Знаю, что мой протест (или, вернее, напоминание о существовании прав слабых) остается п о к а гласом вопиющего в пустыне, но тем не менее надеюсь, что он встретит сочувствие между теми, для которых "с п р а в е д л и в о с т ь" и "п р а в а ч е л о в е к а" не единственно, пустые слова.
Мои научные (сравнительноанатомические и антропологические) работы в Сиднее подвигаются у с п е ш н о, почему не нахожу времени писать Императорскому Русскому географическому обществу в том, "что сделано", и то, "что уже знаю". Время для меня с л и ш к о м дорого, чтобы употреблять его на переписку.
Хотя я не получил от вашего превосходительства ни слова в ответ на мое письмо из Сингапура (от 30 января 1878 г.), но я не сомневаюсь, что сочувствие и интерес вашего превосходительства к моим научным работам и стремлениям остались и остаются н е и з м е н н ы м и?!
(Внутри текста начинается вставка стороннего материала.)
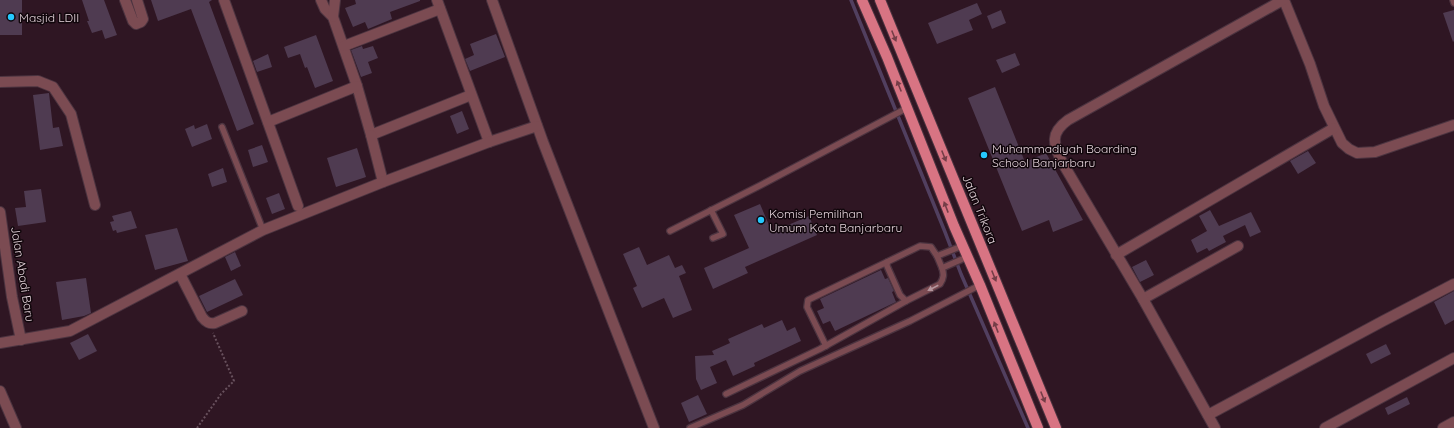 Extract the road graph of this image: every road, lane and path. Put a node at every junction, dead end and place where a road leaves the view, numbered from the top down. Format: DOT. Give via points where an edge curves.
graph roads {
  1 [pos="125,0"];
  2 [pos="137,0"];
  3 [pos="224,0"];
  4 [pos="321,0"];
  5 [pos="335,0"];
  6 [pos="492,0"];
  7 [pos="862,0"];
  8 [pos="880,0"];
  9 [pos="1283,0"];
  10 [pos="1453,0"];
  11 [pos="1454,3"];
  12 [pos="438,5"];
  13 [pos="333,17"];
  14 [pos="344,46"];
  15 [pos="0,82"];
  16 [pos="357,86"];
  17 [pos="471,95"];
  18 [pos="906,108"];
  19 [pos="268,122"];
  20 [pos="1454,125"];
  21 [pos="537,126"];
  22 [pos="222,127"];
  23 [pos="1334,128"];
  24 [pos="371,135"];
  25 [pos="489,142"];
  26 [pos="383,182"];
  27 [pos="95,205"];
  28 [pos="298,206"];
  29 [pos="711,210"];
  30 [pos="0,212"];
  31 [pos="263,230"];
  32 [pos="670,231"];
  33 [pos="713,238"];
  34 [pos="962,246"];
  35 [pos="1238,246"];
  36 [pos="1116,255"];
  37 [pos="937,256"];
  38 [pos="967,257"];
  39 [pos="887,262"];
  40 [pos="942,268"];
  41 [pos="180,274"];
  42 [pos="1454,284"];
  43 [pos="980,285"];
  44 [pos="1143,299"];
  45 [pos="906,301"];
  46 [pos="242,311"];
  47 [pos="208,323"];
  48 [pos="21,340"];
  49 [pos="1020,341"];
  50 [pos="0,343"];
  51 [pos="826,346"];
  52 [pos="1004,348"];
  53 [pos="1454,358"];
  54 [pos="0,391"];
  55 [pos="726,394"];
  56 [pos="1208,415"];
  57 [pos="1454,422"];
  58 [pos="16,428"];
  59 [pos="197,428"];
  60 [pos="654,428"];
  61 [pos="690,428"];
  62 [pos="1038,428"];
  63 [pos="1056,428"];
  64 [pos="1215,428"];
  65 [pos="1325,428"];
  66 [pos="1443,428"];
  1 -- 2 [label="street" via="136,24 143,18"];
  3 -- 19 [label="street"];
  4 -- 13 [label="street"];
  5 -- 13 [label="street"];
  6 -- 21 [label="street"];
  18 -- 7 [label="main road, one-way"];
  8 -- 49 [label="main road, Jalan Trikora, one-way"];
  9 -- 23 [label="street"];
  9 -- 36 [label="street" via="1068,120 1056,131 1055,143 1062,162"];
  10 -- 11 [label="lane"];
  12 -- 14 [label="street"];
  12 -- 17 [label="street"];
  13 -- 14 [label="street"];
  14 -- 16 [label="street"];
  15 -- 27 [label="street" via="38,81 53,87 71,114"];
  16 -- 19 [label="street"];
  16 -- 24 [label="street"];
  17 -- 24 [label="street"];
  17 -- 25 [label="street"];
  18 -- 29 [label="lane"];
  34 -- 18 [label="main road, one-way"];
  19 -- 28 [label="street"];
  20 -- 23 [label="street" via="1375,152 1363,153 1357,153 1342,143"];
  21 -- 25 [label="street"];
  21 -- 60 [label="street"];
  22 -- 31 [label="lane"];
  23 -- 36 [label="street"];
  24 -- 26 [label="street"];
  25 -- 26 [label="street"];
  26 -- 31 [label="street"];
  29 -- 32 [label="lane"];
  29 -- 33 [label="lane" via="722,234"];
  30 -- 48 [label="street, Jalan Abadi Baru"];
  31 -- 41 [label="street"];
  34 -- 37 [label="lane"];
  34 -- 38 [label="main road"];
  35 -- 44 [label="street"];
  36 -- 44 [label="street"];
  37 -- 39 [label="lane" via="931,247 920,246"];
  37 -- 40 [label="lane"];
  38 -- 40 [label="lane"];
  38 -- 43 [label="main road"];
  39 -- 45 [label="lane" via="900,295"];
  39 -- 51 [label="lane" via="808,300 807,307"];
  40 -- 45 [label="lane, one-way" via="944,274 940,284"];
  41 -- 47 [label="street" via="202,318"];
  41 -- 48 [label="street" via="70,331"];
  42 -- 56 [label="street"];
  52 -- 43 [label="main road, one-way"];
  43 -- 61 [label="lane" via="910,321 800,371 743,405"];
  44 -- 56 [label="street"];
  45 -- 51 [label="lane"];
  46 -- 47 [label="street" via="215,323"];
  47 -- 59 [label="path" via="234,382 221,394"];
  48 -- 50 [label="street"];
  49 -- 52 [label="main road"];
  49 -- 63 [label="main road, Jalan Trikora, one-way"];
  51 -- 55 [label="lane"];
  52 -- 62 [label="main road"];
  53 -- 65 [label="street"];
  54 -- 58 [label="street"];
  56 -- 64 [label="street"];
  57 -- 66 [label="street"];
}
С глубоким и истинным уважением остаюсь…"
IV
ИЗ ДНЕВНИКА ПУТЕШЕСТВИЯ НА ОСТРОВА
МЕЛАНЕЗИИ В 1879 г.
21 а в г у с т а. Шхуна "Сади Ф. Кэллер" лавировала на севере о-вов Адмиралтейства, которые были в виду, но на значительном расстоянии. К полудню более свежий ветерок позволил нам приблизиться настолько, что я мог рассмотреть и узнать контуры гор большого острова, а по ним определить положение небольших островков, лежащих под самым берегом его. Мне хотелось повидать своих старых знакомых, жителей о. Андра, с языком которых я отчасти познакомился в 1877 г., и узнать о судьбе оставшегося там матроса-малайца Ахмата, сбежавшего вследствие дурного обращения с ним шкипера шхуны "Sea Bird". Мне нетрудно было убедить шкипера В. зайти в порт Андра, сказав ему, что он может рассчитывать там на хорошую добычу трепанга* и на порядочную якорную стоянку. Местность мне была хорошо знакома, почему я мог послужить на этот раз лоцманом, что было очень кстати, так как зыбь мешала разглядеть рифы. Я указал шкиперу на западный проход за о. Андра, потому что на восток от него находится много рифов. Шхуна благополучно прошла через бар между рифами… и легкий ветерок позволил войти в лагуну и бросить якорь на 10-саженной глубине. Со стороны моря островок этот представляется низким, но покрытым густою растительностью. Нигде между деревьями, смотря с моря, нельзя разглядеть ни деревни, ни даже хижины. Единственно голубоватый дымок, который вился и расстилался в одном месте над островком, доказывал присутствие человека.
_______________
* Т р е п а н г — различные разновидности голотурий, вареные,
жареные — большое лакомство китайцев.
Как только мы зашли за риф, то увидали над отлогим песчаным берегом ряды кокосовых пальм, над которыми высился лес, а внизу, между пальмами, стали показываться крыши хижин; вдоль же Берега можно было разглядеть группы туземцев. Некоторые приготовляли пироги к спуску, другие спокойно ожидали, когда шхуна бросит якорь. Дети особенно волновались, перебегали от одной группы к другой, и можно было расслышать их крики и хохот. Женщины стояли и сидели поодаль, около хижины. Вся обстановка доказывала, что приход европейского судна сделался и здесь явлением не необыкновенным. Мой хороший бинокль позволял мне разглядывать все подробности, узнавать хижины, осматривать разнообразные группы туземцев… Наконец, две небольшие пироги стали медленно приближаться к шхуне, рекогносцируя ее. По разговору и по жестам можно было заметить, что никто на пирогах не узнаёт шхуны (которая никогда не бывала еще здесь), туземцы не видят на ней ни одного знакомого лица (я был единственным человеком, которого они могли бы узнать). Между приближающимися я и сам не мог признать ни одной знакомой физиономии.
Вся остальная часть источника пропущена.